Even though Canada hasn’t dealt with bushfires as deadly as Australia’s, Canadian wildfire experts say our experience is valuable for fighting the fires now, and also for dealing with the aftermath.

Twenty-five people have been killed as well as an estimated 480 million animals. Millions of acres have been destroyed in fires that have been raging since September and their summer has only just begun. The Insurance Council of Australia estimated that insurance claims have already reached $485 million.

According to wildfire researcher Mike Flannigan, the types of blazes they’ll be dealing with are similar to very large, high-intensity fires that Canadians have seen recently, and more frequently, in British Columbia and Alberta. “These are erratic, hard to predict and dangerous. It has climate change fingerprints all over it,” said Flannigan.

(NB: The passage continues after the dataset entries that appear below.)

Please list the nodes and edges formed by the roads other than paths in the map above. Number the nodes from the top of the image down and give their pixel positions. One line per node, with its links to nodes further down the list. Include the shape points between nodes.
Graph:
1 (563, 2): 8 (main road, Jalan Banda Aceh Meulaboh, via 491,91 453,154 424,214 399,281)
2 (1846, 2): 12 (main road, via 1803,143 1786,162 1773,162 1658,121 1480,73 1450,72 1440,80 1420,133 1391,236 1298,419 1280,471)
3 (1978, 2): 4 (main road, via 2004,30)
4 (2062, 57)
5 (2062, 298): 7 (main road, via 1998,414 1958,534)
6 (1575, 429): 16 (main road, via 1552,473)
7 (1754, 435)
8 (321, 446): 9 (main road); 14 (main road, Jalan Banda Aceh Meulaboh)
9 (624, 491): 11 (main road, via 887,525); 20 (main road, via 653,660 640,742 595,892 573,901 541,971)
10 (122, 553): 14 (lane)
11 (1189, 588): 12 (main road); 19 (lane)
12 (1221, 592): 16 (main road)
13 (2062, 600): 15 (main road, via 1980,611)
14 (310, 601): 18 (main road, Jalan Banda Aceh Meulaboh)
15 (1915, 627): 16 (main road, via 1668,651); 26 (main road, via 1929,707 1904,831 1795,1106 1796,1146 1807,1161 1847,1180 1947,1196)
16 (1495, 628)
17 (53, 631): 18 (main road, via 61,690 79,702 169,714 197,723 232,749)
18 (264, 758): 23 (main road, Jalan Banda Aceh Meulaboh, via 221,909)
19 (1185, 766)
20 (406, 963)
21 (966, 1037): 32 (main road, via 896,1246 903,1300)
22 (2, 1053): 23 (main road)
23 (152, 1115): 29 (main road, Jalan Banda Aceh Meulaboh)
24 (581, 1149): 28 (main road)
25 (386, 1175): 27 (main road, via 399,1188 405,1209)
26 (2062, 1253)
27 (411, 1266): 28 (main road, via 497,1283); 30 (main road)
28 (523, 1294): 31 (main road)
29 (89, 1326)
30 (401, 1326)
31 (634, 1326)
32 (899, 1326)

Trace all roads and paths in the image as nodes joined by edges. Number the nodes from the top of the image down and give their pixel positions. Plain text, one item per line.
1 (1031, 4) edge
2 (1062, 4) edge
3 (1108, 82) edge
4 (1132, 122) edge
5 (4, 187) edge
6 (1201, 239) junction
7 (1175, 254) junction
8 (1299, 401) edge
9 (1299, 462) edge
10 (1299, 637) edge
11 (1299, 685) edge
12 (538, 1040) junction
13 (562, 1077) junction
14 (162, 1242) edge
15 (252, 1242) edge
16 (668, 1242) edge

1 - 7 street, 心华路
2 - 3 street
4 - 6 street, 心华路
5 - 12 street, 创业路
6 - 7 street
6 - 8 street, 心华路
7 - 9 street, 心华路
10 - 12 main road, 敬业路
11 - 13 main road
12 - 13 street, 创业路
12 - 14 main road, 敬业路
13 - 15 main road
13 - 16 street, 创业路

The 2016 blaze in Fort McMurray, Alberta, brought an estimated $9 billion in damages and was the costliest disaster in Canadian history. The historic wildfire seasons of 2017 and 2018 in British Columbia also saw large-scale devastation, which Australian crews helped battle. The two countries have a history of helping each other out and it helps that we have opposite seasons, though fire seasons in both countries have gotten longer in recent years.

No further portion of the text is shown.